Следующий месяц Рунге обивал пороги всех без исключения берлинских и марксштадских приемных и высоких кабинетов. Он даже нашел вырезку из ежемесячного советского военного бюллетеня о русском пилоте-истребителе, который так же был сбит в бою с японцами, потерял обе ноги чуть ниже колен, но продолжил летать с протезами. Летать и сбивать.
Все было тщетно. Ему совершенно справедливо возразили, что безногий — одно дело, а человек, который в любую минуту может потерять сознание — совершенно иное. Карьера летчика закончилась, а вместе с ней и жизнь, потому что Ганс Ульрих жил полетами и ради полетов. Неизвестный зенитчик убил его в Голландии, так же как и других, просто немного позже.

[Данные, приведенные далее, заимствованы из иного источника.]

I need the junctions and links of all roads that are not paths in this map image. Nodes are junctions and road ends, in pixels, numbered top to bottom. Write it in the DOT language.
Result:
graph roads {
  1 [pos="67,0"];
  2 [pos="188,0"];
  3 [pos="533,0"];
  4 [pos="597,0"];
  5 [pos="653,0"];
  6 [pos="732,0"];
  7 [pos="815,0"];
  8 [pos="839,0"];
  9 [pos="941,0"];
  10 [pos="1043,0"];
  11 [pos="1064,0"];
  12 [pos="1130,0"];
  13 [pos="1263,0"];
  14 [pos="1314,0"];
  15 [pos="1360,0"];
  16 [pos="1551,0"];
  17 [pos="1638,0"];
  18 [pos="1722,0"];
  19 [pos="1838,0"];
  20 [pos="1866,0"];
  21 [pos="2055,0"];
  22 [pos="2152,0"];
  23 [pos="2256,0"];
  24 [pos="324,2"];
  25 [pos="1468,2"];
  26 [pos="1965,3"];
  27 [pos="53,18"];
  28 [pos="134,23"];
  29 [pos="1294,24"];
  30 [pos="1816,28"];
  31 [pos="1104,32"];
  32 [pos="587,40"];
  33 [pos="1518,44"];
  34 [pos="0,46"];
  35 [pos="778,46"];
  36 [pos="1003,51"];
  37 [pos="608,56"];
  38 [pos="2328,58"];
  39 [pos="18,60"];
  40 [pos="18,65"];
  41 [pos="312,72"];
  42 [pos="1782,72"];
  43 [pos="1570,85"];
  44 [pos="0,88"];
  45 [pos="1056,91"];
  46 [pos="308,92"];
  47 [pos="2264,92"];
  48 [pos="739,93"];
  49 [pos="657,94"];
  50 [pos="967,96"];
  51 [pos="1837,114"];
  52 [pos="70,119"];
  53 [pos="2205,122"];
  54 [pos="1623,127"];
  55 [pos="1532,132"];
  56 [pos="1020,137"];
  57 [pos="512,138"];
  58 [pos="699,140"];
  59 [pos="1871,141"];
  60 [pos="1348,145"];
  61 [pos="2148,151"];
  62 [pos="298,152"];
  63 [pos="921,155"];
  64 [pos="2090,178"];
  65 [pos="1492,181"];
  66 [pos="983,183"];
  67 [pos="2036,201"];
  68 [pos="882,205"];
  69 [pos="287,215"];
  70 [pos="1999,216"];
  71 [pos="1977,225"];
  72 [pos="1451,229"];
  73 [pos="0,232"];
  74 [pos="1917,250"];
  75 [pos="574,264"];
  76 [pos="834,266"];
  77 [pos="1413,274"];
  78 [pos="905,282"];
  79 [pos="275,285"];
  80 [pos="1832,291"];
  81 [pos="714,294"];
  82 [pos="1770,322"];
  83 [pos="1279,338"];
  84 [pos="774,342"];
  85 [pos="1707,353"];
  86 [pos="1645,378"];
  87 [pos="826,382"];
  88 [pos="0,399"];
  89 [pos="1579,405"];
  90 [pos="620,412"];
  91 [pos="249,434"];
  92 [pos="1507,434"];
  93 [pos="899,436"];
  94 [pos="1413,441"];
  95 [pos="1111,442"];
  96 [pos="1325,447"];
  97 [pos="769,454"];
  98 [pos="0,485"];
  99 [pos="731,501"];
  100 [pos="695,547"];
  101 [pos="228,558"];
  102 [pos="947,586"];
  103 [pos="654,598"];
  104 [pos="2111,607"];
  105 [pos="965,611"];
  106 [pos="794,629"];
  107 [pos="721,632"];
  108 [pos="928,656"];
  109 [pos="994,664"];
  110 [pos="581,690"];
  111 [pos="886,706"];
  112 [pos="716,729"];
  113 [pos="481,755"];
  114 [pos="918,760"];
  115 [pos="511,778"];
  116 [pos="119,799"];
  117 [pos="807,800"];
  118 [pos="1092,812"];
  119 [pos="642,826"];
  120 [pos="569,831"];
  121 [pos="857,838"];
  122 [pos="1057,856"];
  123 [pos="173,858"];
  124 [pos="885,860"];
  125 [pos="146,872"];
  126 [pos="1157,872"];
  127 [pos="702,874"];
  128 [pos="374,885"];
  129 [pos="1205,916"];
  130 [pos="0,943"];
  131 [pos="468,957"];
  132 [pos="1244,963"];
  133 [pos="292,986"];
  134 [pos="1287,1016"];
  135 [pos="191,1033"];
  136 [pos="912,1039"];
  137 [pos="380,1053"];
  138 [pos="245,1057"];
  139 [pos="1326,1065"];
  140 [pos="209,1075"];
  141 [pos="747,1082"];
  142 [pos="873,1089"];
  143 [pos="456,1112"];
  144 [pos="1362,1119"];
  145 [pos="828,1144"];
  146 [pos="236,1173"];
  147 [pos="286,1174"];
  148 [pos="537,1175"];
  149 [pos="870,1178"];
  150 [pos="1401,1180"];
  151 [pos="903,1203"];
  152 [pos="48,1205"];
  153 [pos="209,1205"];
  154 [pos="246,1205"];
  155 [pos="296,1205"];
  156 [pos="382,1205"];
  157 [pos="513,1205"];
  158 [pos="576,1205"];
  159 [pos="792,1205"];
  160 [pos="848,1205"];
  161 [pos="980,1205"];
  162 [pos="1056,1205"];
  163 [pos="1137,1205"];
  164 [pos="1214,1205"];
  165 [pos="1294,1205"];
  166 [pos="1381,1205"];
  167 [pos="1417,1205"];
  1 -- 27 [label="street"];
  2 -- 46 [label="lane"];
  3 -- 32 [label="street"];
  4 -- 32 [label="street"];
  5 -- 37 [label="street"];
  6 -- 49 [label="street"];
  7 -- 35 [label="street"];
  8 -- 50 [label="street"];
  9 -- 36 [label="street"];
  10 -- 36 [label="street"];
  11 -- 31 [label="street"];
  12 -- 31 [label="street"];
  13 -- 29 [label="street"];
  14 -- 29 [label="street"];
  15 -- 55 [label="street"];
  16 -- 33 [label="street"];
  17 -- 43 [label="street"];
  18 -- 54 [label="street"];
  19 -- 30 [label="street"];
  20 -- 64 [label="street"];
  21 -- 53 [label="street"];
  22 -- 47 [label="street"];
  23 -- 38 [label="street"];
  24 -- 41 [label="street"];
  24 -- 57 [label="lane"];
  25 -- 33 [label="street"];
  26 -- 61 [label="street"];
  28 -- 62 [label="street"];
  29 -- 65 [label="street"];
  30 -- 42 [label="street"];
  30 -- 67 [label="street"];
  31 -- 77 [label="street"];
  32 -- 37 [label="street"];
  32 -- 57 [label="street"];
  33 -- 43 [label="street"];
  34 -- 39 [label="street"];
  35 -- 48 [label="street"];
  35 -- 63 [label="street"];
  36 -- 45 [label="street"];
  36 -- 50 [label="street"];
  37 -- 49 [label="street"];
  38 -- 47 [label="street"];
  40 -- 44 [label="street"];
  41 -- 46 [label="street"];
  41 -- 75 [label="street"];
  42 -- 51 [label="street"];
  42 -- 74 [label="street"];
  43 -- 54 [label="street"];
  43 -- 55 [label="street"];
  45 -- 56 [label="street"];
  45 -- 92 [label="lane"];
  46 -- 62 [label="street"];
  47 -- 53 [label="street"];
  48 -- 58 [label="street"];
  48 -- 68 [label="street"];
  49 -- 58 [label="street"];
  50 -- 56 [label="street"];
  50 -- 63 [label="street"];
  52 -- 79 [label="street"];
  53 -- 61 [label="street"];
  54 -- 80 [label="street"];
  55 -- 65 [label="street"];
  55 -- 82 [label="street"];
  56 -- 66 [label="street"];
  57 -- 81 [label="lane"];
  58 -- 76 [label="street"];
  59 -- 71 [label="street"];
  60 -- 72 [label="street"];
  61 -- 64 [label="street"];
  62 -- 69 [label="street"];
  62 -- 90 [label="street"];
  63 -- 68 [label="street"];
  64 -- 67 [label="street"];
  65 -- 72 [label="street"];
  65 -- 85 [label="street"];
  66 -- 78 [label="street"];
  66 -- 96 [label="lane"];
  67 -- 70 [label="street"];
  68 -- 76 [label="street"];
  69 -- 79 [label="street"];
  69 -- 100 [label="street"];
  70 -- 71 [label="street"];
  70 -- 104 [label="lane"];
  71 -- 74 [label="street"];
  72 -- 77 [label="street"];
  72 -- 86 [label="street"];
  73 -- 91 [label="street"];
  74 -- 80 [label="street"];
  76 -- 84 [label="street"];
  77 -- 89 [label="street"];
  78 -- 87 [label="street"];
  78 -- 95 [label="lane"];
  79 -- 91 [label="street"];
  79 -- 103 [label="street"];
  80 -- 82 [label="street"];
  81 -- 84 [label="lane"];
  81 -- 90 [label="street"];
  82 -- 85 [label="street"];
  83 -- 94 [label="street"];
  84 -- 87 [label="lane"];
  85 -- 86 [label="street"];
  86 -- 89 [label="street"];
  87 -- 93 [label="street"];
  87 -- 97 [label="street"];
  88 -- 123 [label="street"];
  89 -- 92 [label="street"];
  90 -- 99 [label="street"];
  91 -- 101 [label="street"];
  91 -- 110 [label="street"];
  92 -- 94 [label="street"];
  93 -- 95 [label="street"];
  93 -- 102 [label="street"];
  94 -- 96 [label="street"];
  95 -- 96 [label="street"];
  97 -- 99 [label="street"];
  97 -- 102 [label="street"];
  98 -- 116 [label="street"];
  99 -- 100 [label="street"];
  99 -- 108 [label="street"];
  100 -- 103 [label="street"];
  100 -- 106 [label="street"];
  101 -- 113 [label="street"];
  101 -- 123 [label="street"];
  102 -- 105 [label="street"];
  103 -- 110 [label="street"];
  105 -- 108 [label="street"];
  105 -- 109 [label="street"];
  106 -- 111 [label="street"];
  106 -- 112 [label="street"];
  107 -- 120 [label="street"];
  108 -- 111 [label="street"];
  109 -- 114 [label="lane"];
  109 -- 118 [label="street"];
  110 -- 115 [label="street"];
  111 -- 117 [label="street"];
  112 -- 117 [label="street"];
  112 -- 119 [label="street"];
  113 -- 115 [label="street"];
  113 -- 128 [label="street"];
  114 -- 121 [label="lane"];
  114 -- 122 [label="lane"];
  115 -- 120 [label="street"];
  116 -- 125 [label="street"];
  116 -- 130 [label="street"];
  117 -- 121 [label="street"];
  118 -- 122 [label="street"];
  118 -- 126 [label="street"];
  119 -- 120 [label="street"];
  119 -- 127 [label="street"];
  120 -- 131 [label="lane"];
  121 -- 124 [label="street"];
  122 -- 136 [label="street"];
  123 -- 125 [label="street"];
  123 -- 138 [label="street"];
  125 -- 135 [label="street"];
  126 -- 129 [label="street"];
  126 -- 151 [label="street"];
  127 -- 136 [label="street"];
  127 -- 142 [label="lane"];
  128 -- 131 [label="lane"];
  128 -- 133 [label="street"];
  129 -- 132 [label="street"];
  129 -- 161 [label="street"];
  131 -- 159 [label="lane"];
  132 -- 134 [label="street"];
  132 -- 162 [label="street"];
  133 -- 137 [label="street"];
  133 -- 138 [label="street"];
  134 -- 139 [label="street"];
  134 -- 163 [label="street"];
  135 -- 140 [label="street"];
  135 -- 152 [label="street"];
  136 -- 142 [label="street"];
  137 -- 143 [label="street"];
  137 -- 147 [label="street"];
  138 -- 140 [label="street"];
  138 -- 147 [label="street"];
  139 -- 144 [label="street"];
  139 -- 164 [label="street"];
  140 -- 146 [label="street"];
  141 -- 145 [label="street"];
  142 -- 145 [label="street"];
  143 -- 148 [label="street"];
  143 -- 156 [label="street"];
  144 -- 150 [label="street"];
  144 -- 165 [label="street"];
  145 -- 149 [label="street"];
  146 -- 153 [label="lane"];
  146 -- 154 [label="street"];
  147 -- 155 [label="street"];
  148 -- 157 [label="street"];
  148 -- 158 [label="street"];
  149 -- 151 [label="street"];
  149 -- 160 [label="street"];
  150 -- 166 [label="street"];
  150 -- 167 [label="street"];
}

Ганс начал опускаться, даже немного запил. К счастью, период безвременья длился недолго, однажды слабенькая дверь его государственной новостройки 'ускоренного проекта' жалобно хрустнула и вылетела напрочь, выбитая добрым летным ботинком.
Остерман сумрачно обозрел похмельного и небритого Рунге, полупустую бутылку эрзац-шнапса. Он явно колебался, балансируя между жалостью, намерением помочь, и презрением пополам с желанием уйти и не возвращаться. Тогда, первый и последний раз в жизни Рунге умолял. Нет, не словами, он скорее умер бы, но взглядом. Взглядом человека, у которого не осталось ничего.
Полковник пожал плечами и вышел, но в его шагах Рунге прочитал надежду. Люто презирая себя за временную слабость, Ганс немедленно вылил все спиртное, что находилось в его маленьком жилище, и поклялся пить исключительно воду и молоко. Остерман зашел на следующее утро, так же молча оценил выбритого до синевы Рунге, выскобленную до сияющего блеска квартирку и бутылку молока в центре стола.
И вот уже несколько месяцев Ганс Ульрих Рунге сидел под лестницей в 'Комиссии обмена опытом', преемнице и наследнице легендарного 'Совместного общества воздухоплавательных исследований', то есть фактического совместного штаба и посреднического звена между ВВС Союза и Германии. Просто сидел за столом, видевшем на своем веку бесчисленные поколения бюрократов, в компании старенького сейфа набитого справочниками и откровенно тосковал. Делать ему было фактически нечего, раз или два в день на древний стол ложилась пара-другая бумаг и отзывов, которые ему полагалось оценить и надлежащим образом оформить. Даже при самом добросовестном подходе написание собственного мнения относительно специфики работы нагнетательных блоков типа 2АА-FS3 на высотах свыше трех тысяч метров занимало не более двух-трех часов. Остальное время Рунге скучал, вспоминал боевое прошлое, такое недавнее и одновременно невероятно далекое, мучился комплексом неполноценности.